I hardly correct _"everyone."_ 

Several things that Pete said were incomplete and some were just wrong. If you REALLY had knowledge about Ecollars you'd know this. I filled in the blanks that he left and corrected his errors. Anyone who doubts my statements can check them on the TT and the Dogtra websites. Perhaps YOU can show me where my corrections were in error. 

Wondering, WTF are YOU to question how or why I correct someone? To paraphrase ... Good GAWD Thomas.........give it a rest. 

You're well on your way to getting this thread locked too!


----------



## Christopher Smith (Jun 20, 2008)

Lou, has Dogtra ever givin you free merchandise or paid you for anything?


----------



## Pete Stevens (Dec 16, 2010)

Gees Lou- You need to lighten up. My comment about the report correction was some humor about you tearing me a new one. If thats a cheap shot in your view, I apologize for your perception. Again, it was meant as humor not a personal attack. 

As far as being an expert- I have never claimed to be an one. I give my opinions and realize that just like all opinions, some may not agree with me. If I made a mistake about features of Dogtra, I will stand here and be spanked and accept it. Uncle Lou is correct that the higher end models of Dogtra have a stronger stim level. I was wrong because I was going off a comparison chart for the models that I sell. Non of which are the low/medium models.

However.....I disagree with you on the need for 127 stim levels...again, just my opinion, not a personal attack on Uncle Lou. I like the positive click of the Tritronics system because I like to look at the dog and know that I'm not going jump way up in levels from a 40 to an 80 because I didn't need to look at the LCD displayand take my eyes off the dog, again, my humble opinion.

The need for up to six dogs is mostly for the hunting guys and trainers. For example, you go to a training site with 3 or more dogs you are training. Since you will most likely be training them one at a time, it might be nice to just have one transmitter and just flip switch when you bring a new dog out to train instead of needing to put a collar on or buying another transmitter. As far as training just the pack leader- I'm not a hunter and haven't trained a pack of hunting dogs.

I also like the feature of being able to marry any transmitter to any receiver without sending it to the company to be programed. 

2 receivers can be used at low levels or briefly at a high level but then reduced down to a lower level. It gives some balance to the correction which some dogs need. Again, my opinion which some may disagree with. 

I haven't experienced an inability for either system to not transmit through a chain like fence and I usually have my eyes on the dog when I press the stim button so the need for me to transmit over a hill or through a building hasn't been necessary for me at this point.

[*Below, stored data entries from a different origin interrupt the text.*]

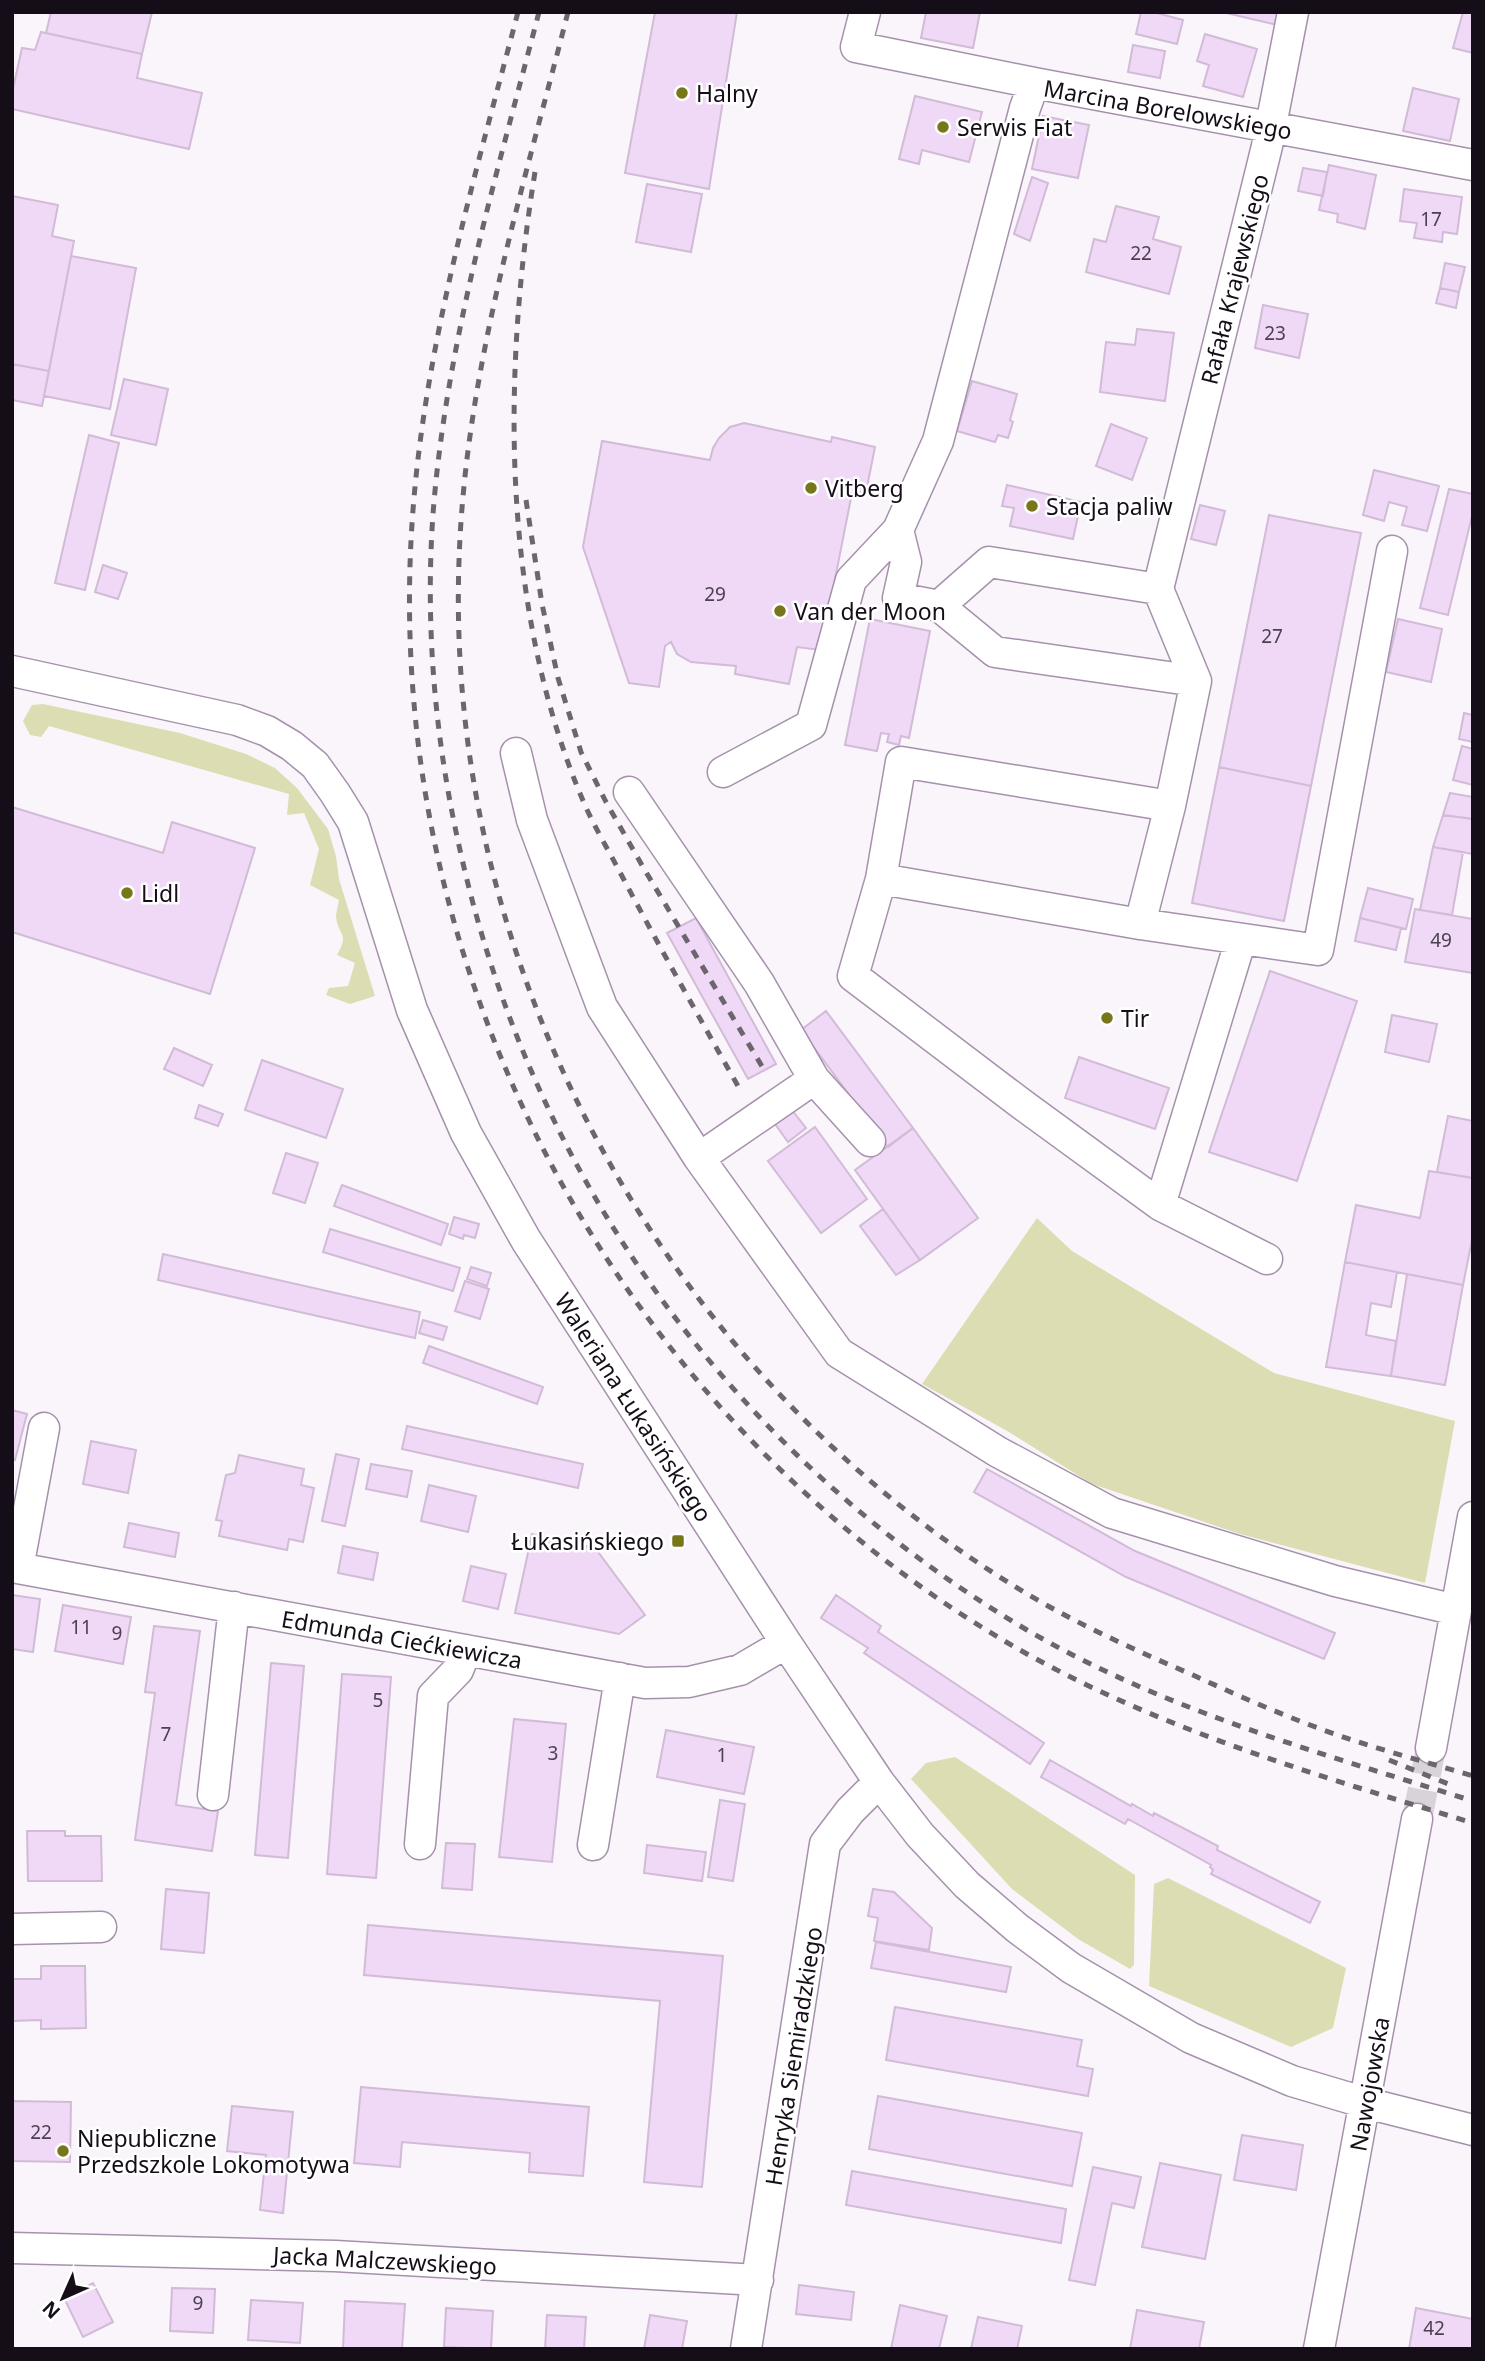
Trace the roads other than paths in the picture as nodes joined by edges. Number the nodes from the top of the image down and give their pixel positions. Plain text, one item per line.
1 (865, 12) edge
2 (1293, 12) edge
3 (1034, 83) junction
4 (1271, 128) junction
5 (1473, 165) edge
6 (898, 530) junction
7 (1392, 551) dead end
8 (1158, 589) junction
9 (939, 606) junction
10 (12, 671) edge
11 (1196, 681) junction
12 (516, 753) dead end
13 (723, 772) dead end
14 (629, 792) dead end
15 (1171, 806) junction
16 (881, 879) junction
17 (1140, 924) junction
18 (1241, 939) junction
19 (814, 1079) junction
20 (870, 1141) dead end
21 (699, 1158) junction
22 (1160, 1205) junction
23 (1268, 1259) dead end
24 (44, 1428) dead end
25 (1473, 1517) edge
26 (15, 1567) edge
27 (1462, 1605) edge
28 (233, 1608) junction
29 (786, 1643) junction
30 (466, 1650) junction
31 (620, 1678) junction
32 (1431, 1748) tunnel mouth
33 (879, 1782) junction
34 (213, 1795) dead end
35 (1417, 1819) tunnel mouth
36 (419, 1844) dead end
37 (593, 1845) dead end
38 (101, 1927) dead end
39 (12, 1929) edge
40 (1366, 2103) junction
41 (1473, 2130) edge
42 (12, 2248) edge
43 (758, 2280) junction
44 (746, 2349) edge
45 (1320, 2349) edge

1 - 3 street
2 - 4 street, Rafała Krajewskiego
3 - 4 street, Marcina Borelowskiego
3 - 6 street, Marcina Borelowskiego
4 - 5 street, Marcina Borelowskiego
4 - 8 street, Rafała Krajewskiego
6 - 9 street
6 - 13 street, Marcina Borelowskiego
7 - 18 street
8 - 9 street
8 - 11 street
9 - 11 street
10 - 29 street, Waleriana Łukasińskiego
11 - 15 street
12 - 21 street
14 - 19 street
15 - 16 street
15 - 17 street
16 - 17 street
16 - 22 street
17 - 18 street
18 - 22 street
19 - 20 street
19 - 21 street
21 - 27 street
22 - 23 street
24 - 26 street
25 - 27 street
26 - 28 street, Edmunda Ciećkiewicza
27 - 32 street
28 - 30 street, Edmunda Ciećkiewicza
28 - 34 street
29 - 31 street, Edmunda Ciećkiewicza
29 - 33 street, Waleriana Łukasińskiego
30 - 31 street, Edmunda Ciećkiewicza
30 - 36 street
31 - 37 street
33 - 40 street, Waleriana Łukasińskiego
33 - 43 street, Henryka Siemiradzkiego
35 - 40 street, Nawojowska
38 - 39 street
40 - 41 street, Waleriana Łukasińskiego
40 - 45 street, Nawojowska
42 - 43 street, Jacka Malczewskiego
43 - 44 street, Henryka Siemiradzkiego

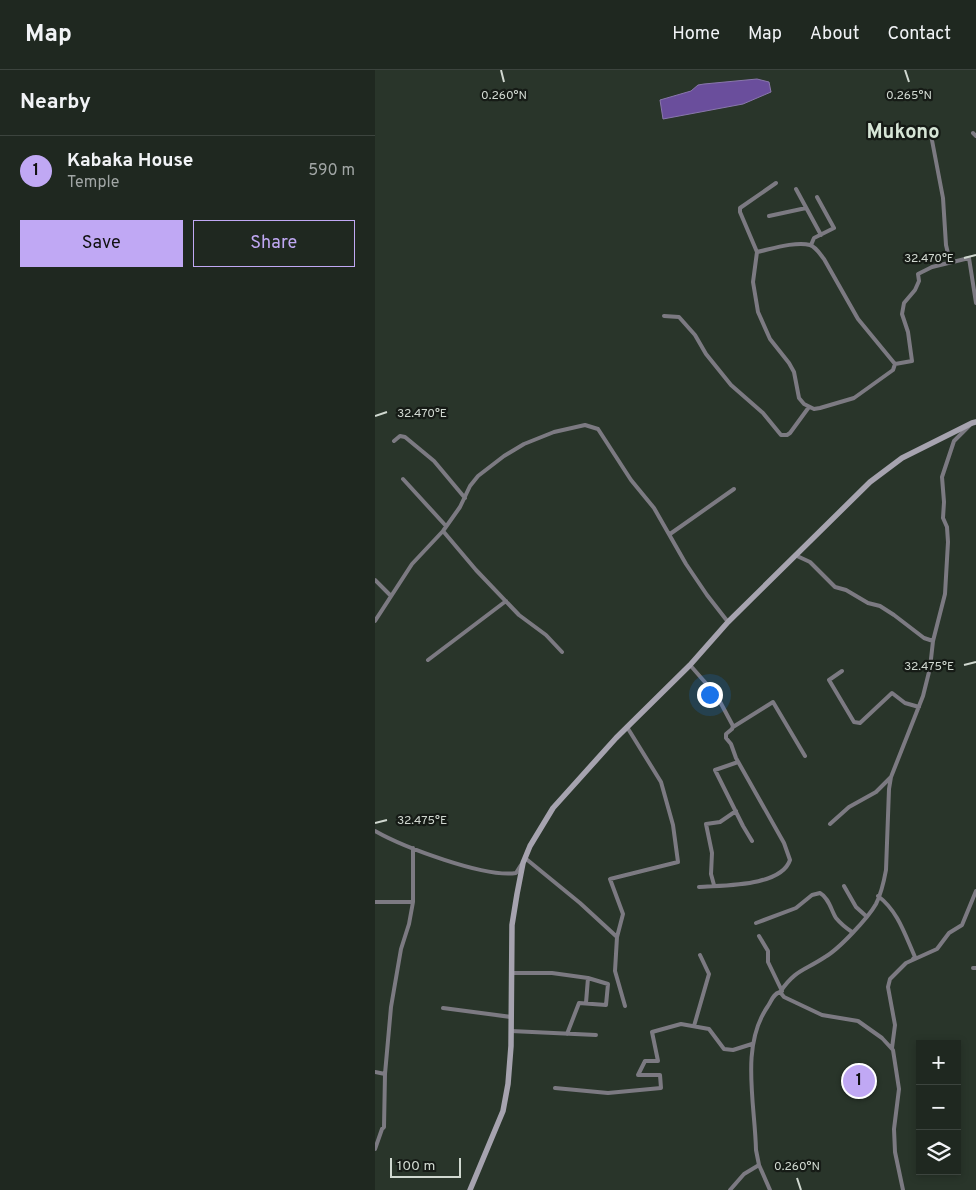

I don't Don Yarnell personally and I'm guessing that is who you are referring to in your last post when you commented about learning from the person who taught Doug Roller. But I do know that Yarnell was a pioneer in E-collars for LE and I have nothing but respect for him. However, I do know Doug personally and I've been able to do a lot of training with him. I have great respect for Doug and consider him a good friend and mentor.

As far a customer service- I've heard both positive and negative about both companies. I personally have only experience positive from both. I do like buying American though.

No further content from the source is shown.